Try it.
Find the lines below that contain the string "pinky", count them, and give only the number.

Material for this task.
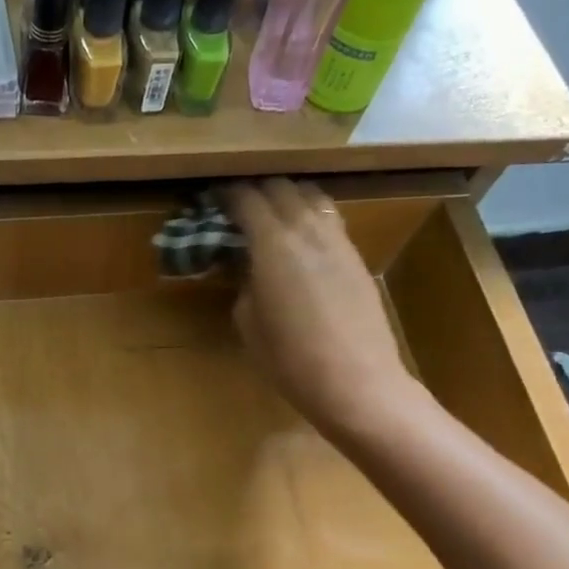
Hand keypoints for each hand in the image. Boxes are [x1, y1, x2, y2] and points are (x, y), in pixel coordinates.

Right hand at [225, 178, 425, 439]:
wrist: (356, 381)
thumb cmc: (289, 360)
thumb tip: (249, 267)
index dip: (226, 194)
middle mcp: (306, 229)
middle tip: (238, 207)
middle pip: (280, 187)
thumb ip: (244, 284)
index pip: (246, 199)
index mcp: (272, 243)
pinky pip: (329, 219)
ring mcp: (337, 239)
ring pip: (311, 197)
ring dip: (287, 198)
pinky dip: (310, 217)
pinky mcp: (356, 256)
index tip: (212, 198)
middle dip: (256, 190)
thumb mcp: (248, 323)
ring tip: (271, 217)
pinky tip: (301, 240)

Answer section.
4